The maximum allowed resistance to earth ground is 25 Ohms. It is better if the reading is 5 Ohms or less, but 25 Ohms is acceptable. Testing of the earth ground should be performed before the installer arrives at the site to begin installation.
The company installing the electrical system for the site, and the site owner, are responsible for this testing. If the site is a retrofit, then the site should be tested by a reputable company beforehand, and any necessary repairs made before the system is installed. All buildings that will have equipment installed (internally or externally) will need to be tested.
When an earth ground test is performed it can be done in one of two ways, depending on if the electrical service at the site has been connected or not.
- Fall-of-potential: This uses a meter and a set of probes that are placed a distance away from the ground point that is being tested. Each ground point in the system needs to be checked. This method must be done with the neutral to earth ground bond broken at the service entrance. If this bond is not disconnected at the time of testing, then the test is invalid.
- Inductive Clamp: This test uses a clamp on meter at the ground point.
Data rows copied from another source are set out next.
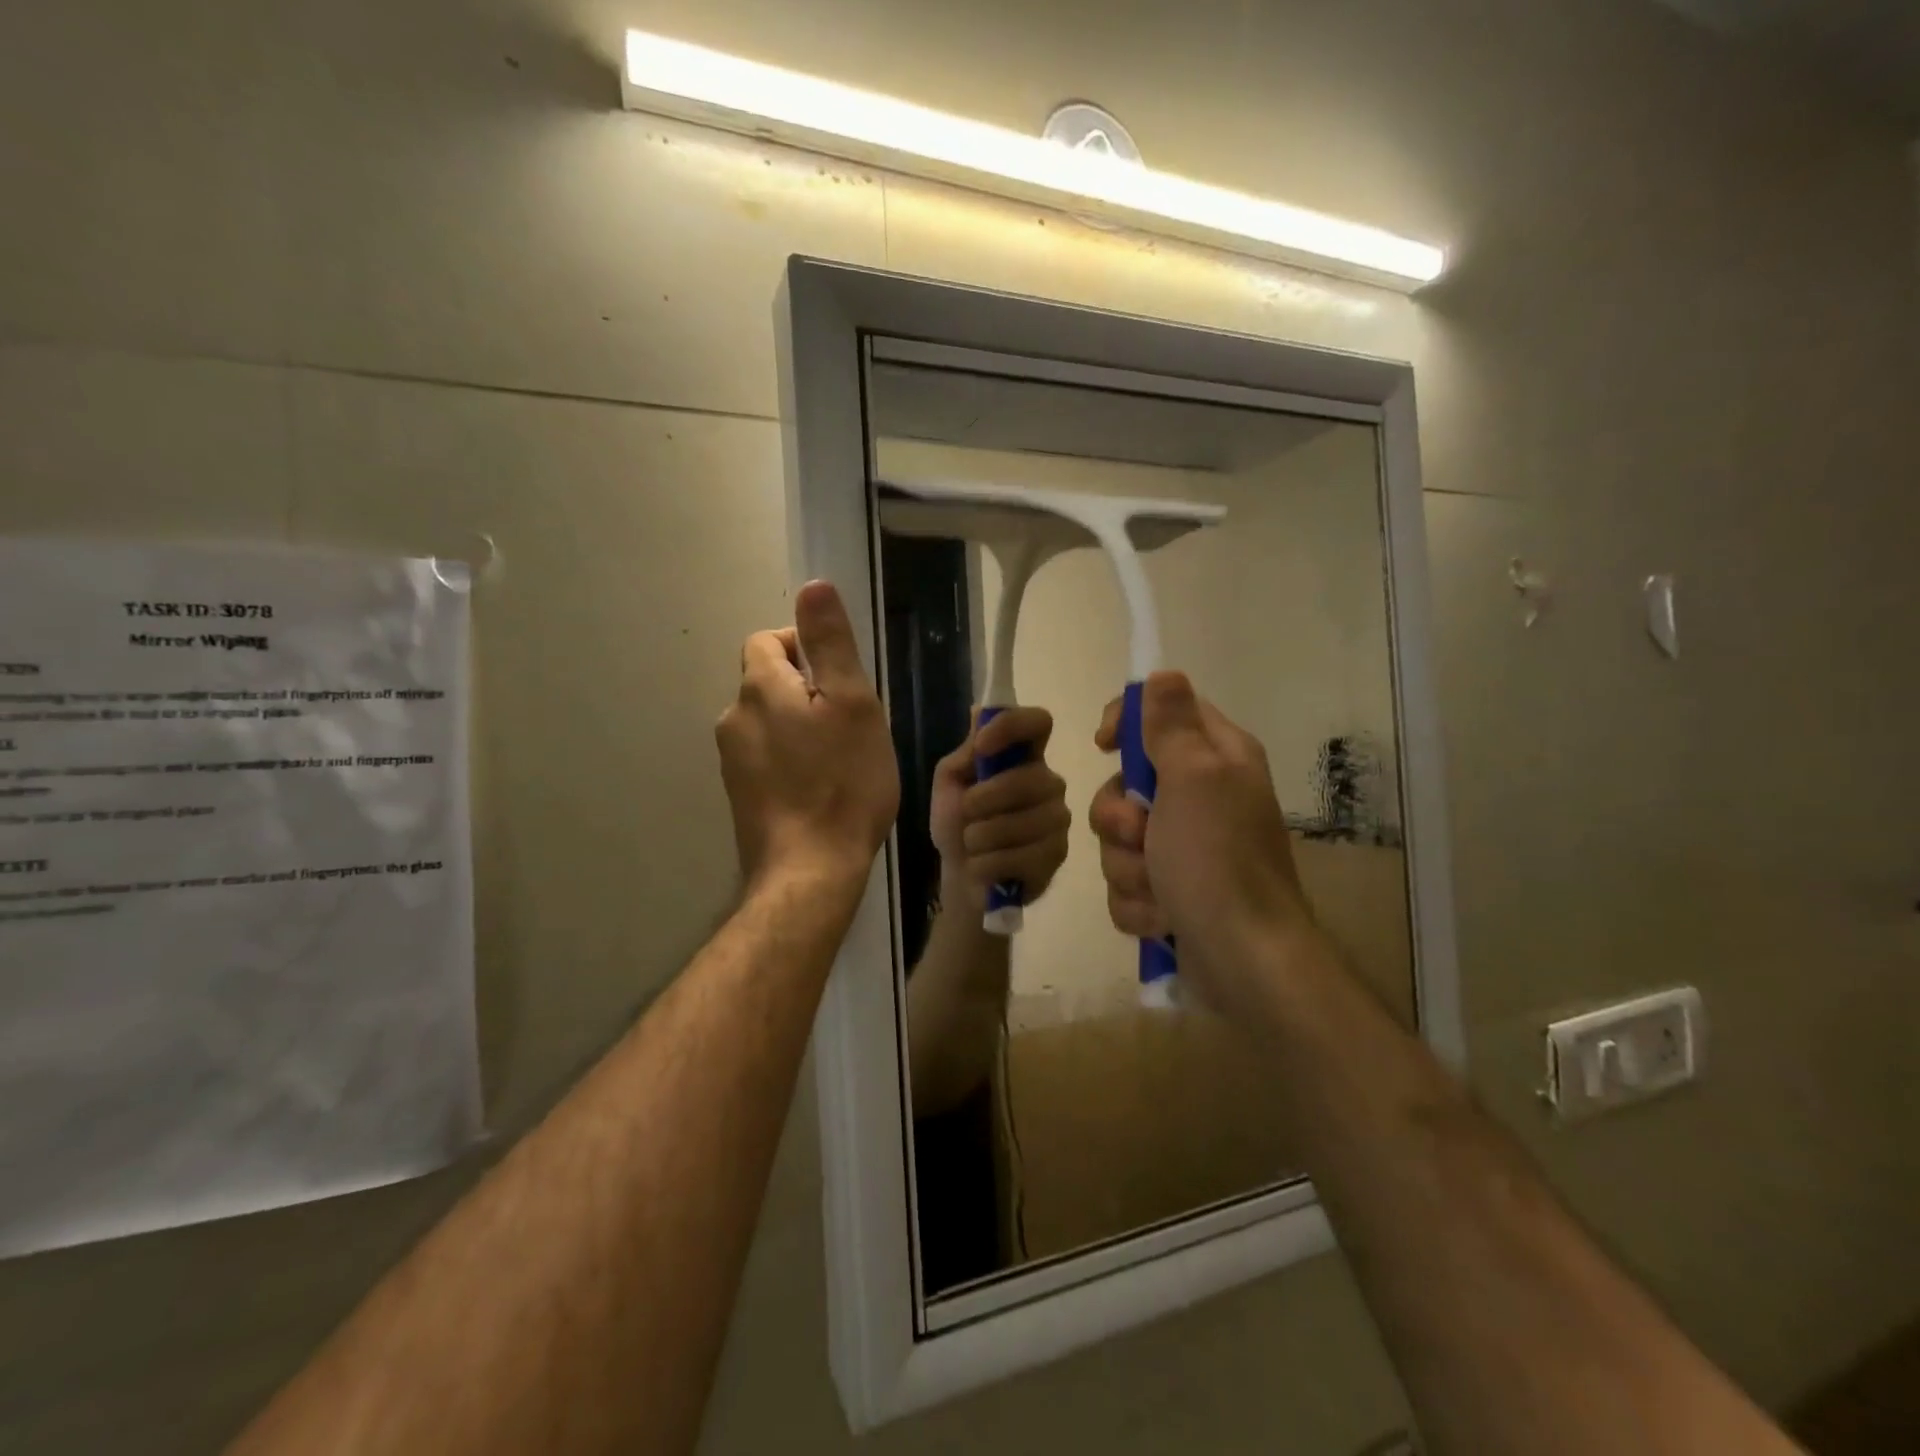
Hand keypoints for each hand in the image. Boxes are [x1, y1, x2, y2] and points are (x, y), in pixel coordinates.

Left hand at [717, 581, 899, 892]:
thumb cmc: (843, 783)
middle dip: (808, 690)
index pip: (768, 640)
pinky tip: (820, 788)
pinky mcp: (740, 796)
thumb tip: (813, 585)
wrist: (810, 871)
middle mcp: (734, 718)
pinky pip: (767, 757)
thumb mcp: (852, 703)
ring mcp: (732, 762)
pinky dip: (791, 759)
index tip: (841, 680)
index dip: (805, 648)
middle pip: (769, 682)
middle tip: (851, 724)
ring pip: (770, 722)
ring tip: (840, 759)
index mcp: (759, 688)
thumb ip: (830, 643)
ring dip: (801, 726)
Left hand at [929, 707, 1070, 914]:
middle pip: (1029, 778)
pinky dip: (988, 864)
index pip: (1038, 722)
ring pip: (1023, 822)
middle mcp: (1049, 782)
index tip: (982, 746)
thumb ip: (967, 752)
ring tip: (972, 845)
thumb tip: (979, 710)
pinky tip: (984, 867)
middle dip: (985, 799)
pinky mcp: (1058, 854)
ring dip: (981, 837)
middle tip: (966, 815)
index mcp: (1023, 757)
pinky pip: (1022, 856)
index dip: (1012, 727)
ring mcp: (1058, 819)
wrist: (961, 877)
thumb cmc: (957, 824)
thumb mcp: (950, 784)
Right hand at [1089, 673, 1311, 1010]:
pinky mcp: (1171, 892)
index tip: (1104, 744)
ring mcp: (1185, 849)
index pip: (1163, 714)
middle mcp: (1202, 799)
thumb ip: (1171, 725)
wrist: (1243, 961)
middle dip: (1119, 818)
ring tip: (1159, 890)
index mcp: (1217, 760)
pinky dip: (1138, 902)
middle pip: (1126, 785)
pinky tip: (1162, 918)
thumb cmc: (1217, 860)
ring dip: (1127, 867)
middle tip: (1140, 836)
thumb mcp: (1193, 778)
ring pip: (1119, 840)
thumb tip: (1163, 673)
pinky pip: (1127, 883)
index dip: (1128, 723)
This method is only used with the neutral connected to ground, as the electrical path through the service feeder is used as part of the test circuit.
A standard multimeter is not capable of checking the earth grounds on a site. Only a specialized Earth Ground test meter is capable of this. One example can be found here
It is recommended that any building with separate electrical services have the building grounds tied together with a large gauge grounding cable.
Earth Ground resistance is the same as the "Soil Resistivity" of a site. This resistivity can change over time and is dependent upon several factors including:
- moisture content.
- salt content.
- Temperature above freezing (In very cold weather, the resistance can be 5 to 6 times higher than when read in warm weather).